Подошли к памятнику. В гранитном постаменте его зияла огромная трещина, которую, судя по всему, время от времени безрезультатно замазывали. Колонны галереи памятника были необыкновенно грязны. Столь же грязной оказалась издали казавшаяся белой высоченная колокольня Ивана Великого. Площадь перед ней, даром что мощеная, тоже густо заросла травой. А в куполе Архангельского собора, того самого, где в каменных гробах покоились останки древних русских государей, начиная с Ивана Калиты, была черная, рваная, огромная дыра, через которую, судя по потекам на стене и колоннах, лилась внутрь собора дождевая вода… Может быть, здесь все так осталось после Наполеонова нашествия?
Миша ушел из Кремля с чувством, что на него лучше смотреть снаружи, как и видел он его раньше. Да и вся Москва больше нравилась ему в целом, с высоты Воробьевых гор, например, а не изнутри, из тесноты ее грязноватых улочек и переулков. На Дону все было наоборот: в неказистых со стороны, пыльных хуторах и станицах не было никакой величественности, но здесь свято чтили все, что напоминало о могуществе и воинской славе Тихого Дона…
III
Февральские дни 1919 года на Верхнем Дону стояли томительные, холодные, серые. Жители притихших хуторов и станиц с каким-то противным, сосущим чувством под ложечкой ждали наступления сумерек, прислушивались к шагам, визгу санных полозьев за стеной. Наступал час арестов, когда красноармейские команды оцепляли улицы, вламывались в курени и забирали в кутузку казаков. Из кутузки уже никто не возвращался живым. В то же самое время, когда новую партию арестованных привозили в холодную, из нее выводили старых, освобождали место. Не было на Дону просторных арестантских домов, не имелась в них нужда в прежнее время. Приговоренных к расстрелу выводили из подвала со связанными за спиной руками, били прикладами в спину, отчего они падали на сани, как мешки с мукой, укладывали, живых, штабелями и везли за околицу.

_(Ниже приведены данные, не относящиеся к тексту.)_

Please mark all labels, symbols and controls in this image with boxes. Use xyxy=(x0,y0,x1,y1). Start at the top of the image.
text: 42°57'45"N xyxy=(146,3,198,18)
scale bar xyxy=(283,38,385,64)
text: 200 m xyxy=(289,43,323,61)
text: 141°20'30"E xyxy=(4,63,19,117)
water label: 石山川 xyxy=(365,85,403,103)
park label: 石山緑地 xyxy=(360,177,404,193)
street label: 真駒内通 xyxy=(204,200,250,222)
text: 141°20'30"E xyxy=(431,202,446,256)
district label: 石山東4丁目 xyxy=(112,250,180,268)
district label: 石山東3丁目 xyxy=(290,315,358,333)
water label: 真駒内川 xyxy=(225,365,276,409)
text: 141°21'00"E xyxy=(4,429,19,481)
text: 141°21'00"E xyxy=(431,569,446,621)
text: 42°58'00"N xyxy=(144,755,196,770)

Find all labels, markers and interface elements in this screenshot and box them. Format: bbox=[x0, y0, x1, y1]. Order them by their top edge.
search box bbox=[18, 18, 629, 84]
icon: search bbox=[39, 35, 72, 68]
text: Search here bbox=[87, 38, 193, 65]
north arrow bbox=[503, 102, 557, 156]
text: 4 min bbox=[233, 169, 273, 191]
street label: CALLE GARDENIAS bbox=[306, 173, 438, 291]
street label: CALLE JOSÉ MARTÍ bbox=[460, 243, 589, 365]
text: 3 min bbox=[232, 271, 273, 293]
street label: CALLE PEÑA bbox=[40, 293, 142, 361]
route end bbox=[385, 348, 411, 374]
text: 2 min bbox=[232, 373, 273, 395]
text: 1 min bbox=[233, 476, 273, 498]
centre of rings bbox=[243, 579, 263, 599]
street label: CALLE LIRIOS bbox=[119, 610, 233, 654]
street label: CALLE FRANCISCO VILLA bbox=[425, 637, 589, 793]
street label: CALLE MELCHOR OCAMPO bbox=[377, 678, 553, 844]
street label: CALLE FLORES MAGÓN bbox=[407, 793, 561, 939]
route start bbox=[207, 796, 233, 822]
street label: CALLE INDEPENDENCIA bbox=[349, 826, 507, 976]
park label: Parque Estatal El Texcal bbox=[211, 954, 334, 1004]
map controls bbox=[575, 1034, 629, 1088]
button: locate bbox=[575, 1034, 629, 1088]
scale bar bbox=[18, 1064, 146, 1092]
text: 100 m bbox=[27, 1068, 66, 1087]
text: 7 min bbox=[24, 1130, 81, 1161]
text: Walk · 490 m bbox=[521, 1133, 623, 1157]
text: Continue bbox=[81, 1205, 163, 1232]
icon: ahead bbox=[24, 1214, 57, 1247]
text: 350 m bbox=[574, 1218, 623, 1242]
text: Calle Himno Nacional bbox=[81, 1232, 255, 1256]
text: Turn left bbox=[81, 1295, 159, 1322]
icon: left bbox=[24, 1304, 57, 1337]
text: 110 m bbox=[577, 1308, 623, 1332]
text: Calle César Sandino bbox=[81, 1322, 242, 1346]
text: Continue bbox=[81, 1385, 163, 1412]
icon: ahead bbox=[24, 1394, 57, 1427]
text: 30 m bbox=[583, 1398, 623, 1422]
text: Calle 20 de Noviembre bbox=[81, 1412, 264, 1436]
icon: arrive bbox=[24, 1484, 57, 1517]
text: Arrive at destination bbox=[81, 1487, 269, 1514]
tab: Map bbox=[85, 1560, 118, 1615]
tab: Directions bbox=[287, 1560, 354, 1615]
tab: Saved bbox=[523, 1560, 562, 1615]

За полночь для обитателей куреней, в которых уже побывали чекисты, начиналась страшная пытка. За околицей заводил свое татаканье пулемет — то короткими, но частыми очередями, то длинными, захлебывающимися, истеричными. Затем наступала тишина, но ненадолго, она прерывалась сухо щелкающими, как дрова в печке, винтовочными и револьверными выстрелами — добивали раненых. Нередко после этого на чьем-нибудь базу начинал выть пес — чуял, видимо, гибель хозяина-кормильца. А в хатах подвывали ему, взявшись за голову, бабы, чей сын или муж мог принять лютую смерть этой ночью. До самой смерти своей помнил Михаил этот вой, от которого стыла кровь в жилах.